This is a key debate that is covered in my Principles of Macroeconomics course. Ben Leubsdorf of Wall Street Journal’s Real Time Economics cites two separate studies that suggest that extending unemployment insurance beyond twenty-six weeks caused the unemployment rate to rise up to 1.2 percent more. They also qualify their findings by referring that this effect is stronger among higher educated workers.
Critics of extending jobless benefits will embrace these two studies and call for Congress to end extending unemployment insurance beyond 26 weeks because:
- It causes people to slack on their job search because they have a safety net to delay reentering the labor force.
- This effect was even present among higher educated workers, who conceivably would have an easier time finding a job than those with limited skills.

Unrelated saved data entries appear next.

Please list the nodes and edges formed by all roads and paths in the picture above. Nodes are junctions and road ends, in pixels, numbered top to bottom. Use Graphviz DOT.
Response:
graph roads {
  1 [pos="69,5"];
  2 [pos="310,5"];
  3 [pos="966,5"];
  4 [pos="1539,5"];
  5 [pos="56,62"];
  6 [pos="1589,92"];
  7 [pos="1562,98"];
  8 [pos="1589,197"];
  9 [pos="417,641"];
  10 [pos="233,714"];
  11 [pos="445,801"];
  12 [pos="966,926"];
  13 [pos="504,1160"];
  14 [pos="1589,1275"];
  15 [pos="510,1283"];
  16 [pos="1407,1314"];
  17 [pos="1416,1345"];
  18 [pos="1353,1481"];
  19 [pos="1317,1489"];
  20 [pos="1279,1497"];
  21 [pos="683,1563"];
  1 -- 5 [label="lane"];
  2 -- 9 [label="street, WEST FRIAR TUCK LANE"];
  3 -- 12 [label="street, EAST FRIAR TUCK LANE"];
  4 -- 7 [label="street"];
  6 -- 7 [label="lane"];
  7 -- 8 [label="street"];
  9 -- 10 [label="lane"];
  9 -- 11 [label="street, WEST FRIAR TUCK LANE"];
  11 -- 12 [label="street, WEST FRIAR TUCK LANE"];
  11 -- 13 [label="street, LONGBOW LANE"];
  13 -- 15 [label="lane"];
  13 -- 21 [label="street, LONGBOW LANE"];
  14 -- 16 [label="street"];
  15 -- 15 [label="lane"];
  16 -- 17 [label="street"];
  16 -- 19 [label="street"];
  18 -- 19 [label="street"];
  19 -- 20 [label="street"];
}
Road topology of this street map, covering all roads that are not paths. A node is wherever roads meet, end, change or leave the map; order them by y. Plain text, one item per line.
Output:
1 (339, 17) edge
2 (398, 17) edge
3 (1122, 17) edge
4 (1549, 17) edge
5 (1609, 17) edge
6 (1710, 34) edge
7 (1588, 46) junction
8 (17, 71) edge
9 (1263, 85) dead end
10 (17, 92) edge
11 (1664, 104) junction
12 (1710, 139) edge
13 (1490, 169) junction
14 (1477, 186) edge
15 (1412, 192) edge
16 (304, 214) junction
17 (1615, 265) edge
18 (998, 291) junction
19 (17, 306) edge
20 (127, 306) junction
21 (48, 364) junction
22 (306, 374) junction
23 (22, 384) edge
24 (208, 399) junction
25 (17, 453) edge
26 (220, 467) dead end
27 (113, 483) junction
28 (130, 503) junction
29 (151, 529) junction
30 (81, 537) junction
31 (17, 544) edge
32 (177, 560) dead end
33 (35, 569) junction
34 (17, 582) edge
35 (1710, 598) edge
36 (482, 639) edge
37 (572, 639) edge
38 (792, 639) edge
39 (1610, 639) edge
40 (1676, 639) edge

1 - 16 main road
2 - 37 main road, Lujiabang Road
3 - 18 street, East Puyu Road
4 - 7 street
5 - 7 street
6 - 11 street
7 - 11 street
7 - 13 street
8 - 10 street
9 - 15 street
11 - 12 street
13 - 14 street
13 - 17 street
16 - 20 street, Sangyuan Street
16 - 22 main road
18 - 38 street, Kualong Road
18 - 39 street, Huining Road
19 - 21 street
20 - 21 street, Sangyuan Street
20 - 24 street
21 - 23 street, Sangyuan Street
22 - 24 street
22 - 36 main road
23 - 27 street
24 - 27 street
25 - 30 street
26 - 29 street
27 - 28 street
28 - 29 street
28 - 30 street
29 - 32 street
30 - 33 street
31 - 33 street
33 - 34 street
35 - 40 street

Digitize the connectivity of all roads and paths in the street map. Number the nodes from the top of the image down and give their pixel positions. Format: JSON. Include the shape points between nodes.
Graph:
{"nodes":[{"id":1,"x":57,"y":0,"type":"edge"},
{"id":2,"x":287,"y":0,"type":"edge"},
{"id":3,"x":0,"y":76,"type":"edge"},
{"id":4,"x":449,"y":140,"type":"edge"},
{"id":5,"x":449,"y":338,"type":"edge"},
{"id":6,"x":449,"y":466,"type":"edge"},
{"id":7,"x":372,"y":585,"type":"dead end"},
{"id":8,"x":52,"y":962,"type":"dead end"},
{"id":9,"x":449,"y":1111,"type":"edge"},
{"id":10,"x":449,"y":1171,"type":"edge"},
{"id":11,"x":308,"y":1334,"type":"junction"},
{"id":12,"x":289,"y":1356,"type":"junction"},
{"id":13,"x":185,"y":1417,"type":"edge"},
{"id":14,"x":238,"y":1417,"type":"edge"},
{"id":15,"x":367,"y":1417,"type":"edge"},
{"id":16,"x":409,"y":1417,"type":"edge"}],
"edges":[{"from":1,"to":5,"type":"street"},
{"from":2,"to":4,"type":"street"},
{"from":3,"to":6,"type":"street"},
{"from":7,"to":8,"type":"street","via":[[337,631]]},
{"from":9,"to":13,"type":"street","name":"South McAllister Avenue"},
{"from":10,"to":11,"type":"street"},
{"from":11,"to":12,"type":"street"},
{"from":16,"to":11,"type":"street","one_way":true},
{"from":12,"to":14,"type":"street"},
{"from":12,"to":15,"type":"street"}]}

Supporters of extending jobless benefits will dismiss both studies and urge Congress to continue extending unemployment insurance beyond 26 weeks because:
- Ignores the catastrophic effects of a financial crisis where firms were fighting for survival and not capable of taking on more payroll.
- Neither study considered whether reentering the labor force quickly would result in underemployment where they find a job that is beneath their qualifications and skills.
If you believe that being out of work for an extended period of time will compromise the long-term job marketability of workers, then refusing to extend jobless benefits is the right course of action. However, if you feel that the extended time is needed to find a job that matches their skills, then an extension remains necessary.